As I was leaving the stadium Saturday night, I managed to walk by Phil Knight as he was heading (I assume) to the Oregon locker room. He was surrounded by two handlers who were looking for people that may have caused trouble, but no one acted up. Instead, the near-silence of Stanford fans leaving the stadium allowed for Knight's opinion of Andrew Luck to be heard loud and clear.
On a cool Saturday night in November, the Stanford Cardinal football team played one of its biggest games in school history against the Oregon Ducks. Instead of showing the country that it belonged with the nation's traditional elite football schools, the Cardinal fell flat in performance that got progressively worse as the game went on. While there is plenty of blame to go around for the embarrassing performance, there seemed to be one certainty.

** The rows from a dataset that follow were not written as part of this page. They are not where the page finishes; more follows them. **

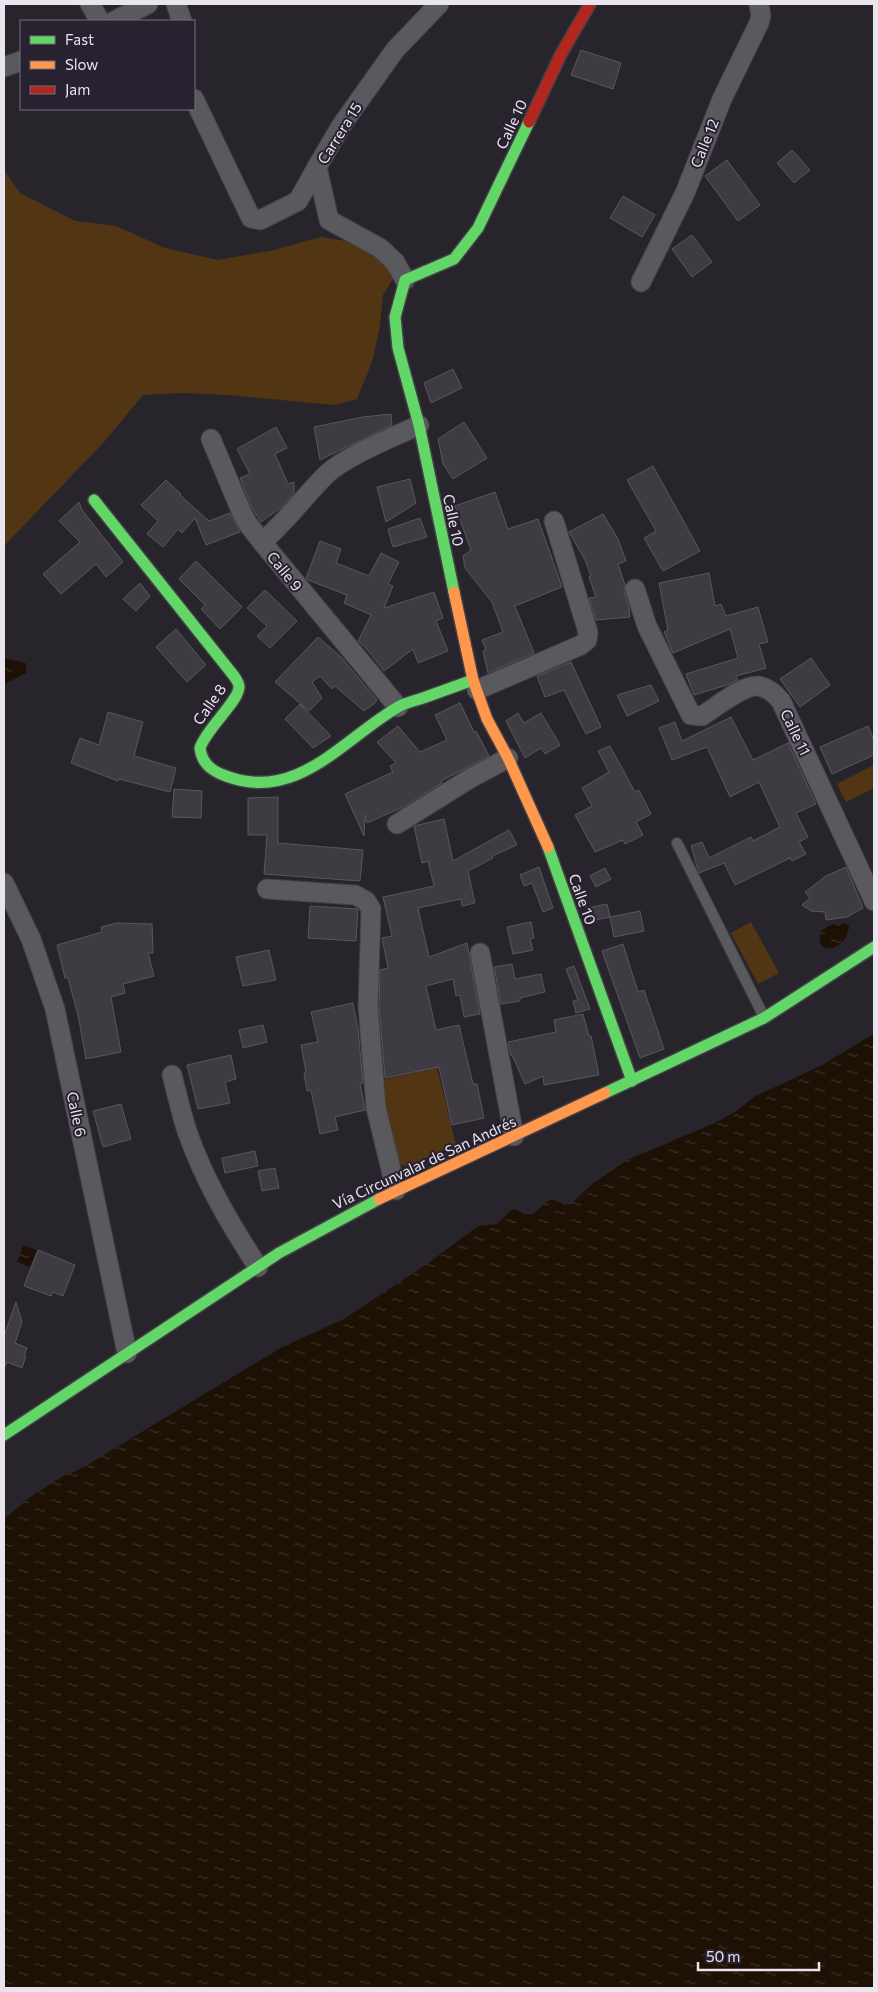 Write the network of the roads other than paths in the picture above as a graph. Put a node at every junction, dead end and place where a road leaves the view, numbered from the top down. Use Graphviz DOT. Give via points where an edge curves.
graph roads {
  1 [pos="90,4"];
  2 [pos="148,4"];
  3 [pos="176,4"];
  4 [pos="439,4"];
  5 [pos="590,4"];
  6 [pos="759,4"];
  7 [pos="99,20"];
  8 [pos="116,20"];
  9 [pos="182,20"];
  10 [pos="20,61"];
  11 [pos="4,67"];
  12 [pos="195,100"];
  13 [pos="317,167"];
  14 [pos="298,201"];
  15 [pos="329,220"];
  16 [pos="405,280"];
  17 [pos="641,282"];
  18 [pos="419,425"];
  19 [pos="211,439"];
  20 [pos="94,500"];
  21 [pos="554,521"];
  22 [pos="262,542"];
  23 [pos="635,589"];
  24 [pos="475,685"];
  25 [pos="398,707"];
  26 [pos="508,758"];
  27 [pos="397,824"];
  28 [pos="677,844"];
  29 [pos="4,883"];
  30 [pos="267,889"];
  31 [pos="874,901"];
  32 [pos="874,947"];
  33 [pos="480,953"];
  34 [pos="764,1018"];
  35 [pos="172,1075"];
  36 [pos="632,1082"];
  37 [pos="514,1136"];
  38 [pos="396,1190"];
  39 [pos="258,1267"];
  40 [pos="127,1353"];
  41 [pos="4,1435"];
  1 -- 7 [label="street"];
  2 -- 8 [label="street"];
  3 -- 9 [label="street"];
  4 -- 13 [label="street, Carrera 15" via="395,50 341,126"];
  5 -- 16 [label="main road, Calle 10" via="561,54 478,228 454,259"];
  6 -- 17 [label="street, Calle 12" via="759,23 722,99 685,193"];
  10 -- 11 [label="street"];
  12 -- 14 [label="street" via="251,218 260,220"];
  13 -- 14 [label="street"];
  13 -- 15 [label="street, Carrera 15"];
  14 -- 15 [label="street"];
  15 -- 16 [label="street" via="380,248 395,262"];
  16 -- 18 [label="main road, Calle 10" via="395,317 395,330"];
  18 -- 22 [label="street, Calle 9" via="342,462"];
  18 -- 24 [label="main road, Calle 10"];
  19 -- 22 [label="street" via="242,513"];
  20 -- 25 [label="main road, Calle 8" via="239,687 237,696 202,740 199,750 206,764 219,773 251,783 288,780 309,771"];
  21 -- 24 [label="street" via="588,632 587,640"];
  22 -- 25 [label="street, Calle 9"];
  23 -- 31 [label="street, Calle 11" via="647,626 691,715 702,716 751,687 759,686 772,692 781,701"];
  24 -- 25 [label="main road, Calle 8"];
  24 -- 26 [label="main road, Calle 10" via="487,718"];
  26 -- 27 [label="street"];
  26 -- 36 [label="main road, Calle 10" via="564,887"];
  28 -- 34 [label="lane"];
  29 -- 40 [label="street, Calle 6" via="31,939 55,1009"];
  30 -- 38 [label="street" via="355,896 366,901 371,909 368,1006 376,1108"];
  32 -- 34 [label="main road, Vía Circunvalar de San Andrés"];
  33 -- 37 [label="street"];
  34 -- 36 [label="main road, Vía Circunvalar de San Andrés"];
  35 -- 39 [label="street" via="187,1131 204,1174 227,1219"];
  36 -- 37 [label="main road, Vía Circunvalar de San Andrés"];
  37 -- 38 [label="main road, Vía Circunvalar de San Andrés"];
  38 -- 39 [label="main road, Vía Circunvalar de San Andrés" via="328,1225"];
  39 -- 40 [label="main road, Vía Circunvalar de San Andrés"];
  40 -- 41 [label="main road, Vía Circunvalar de San Andrés"];
}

For at least one night, Andrew Luck was not a good football player.
Stanford won the coin toss and elected to receive. In retrospect, Stanford should have deferred to the second half. At this point in the season, practically everyone in college sports knows that Stanford is a notoriously slow start team. While its understandable why David Shaw and the captains wanted to dictate play in the first half, Stanford just doesn't know how to start off games in a positive manner for the offense, especially when it receives the ball first. In fact, Stanford has scored on its opening drive when receiving to begin the game only once this season, against Washington. Against a supposedly inferior team in Corvallis last weekend, Stanford appeared to spend the first half sizing up the Beavers before pulling away in the middle of the third quarter. At least in my opinion, the decision to receive was curious and just one of several questionable decisions.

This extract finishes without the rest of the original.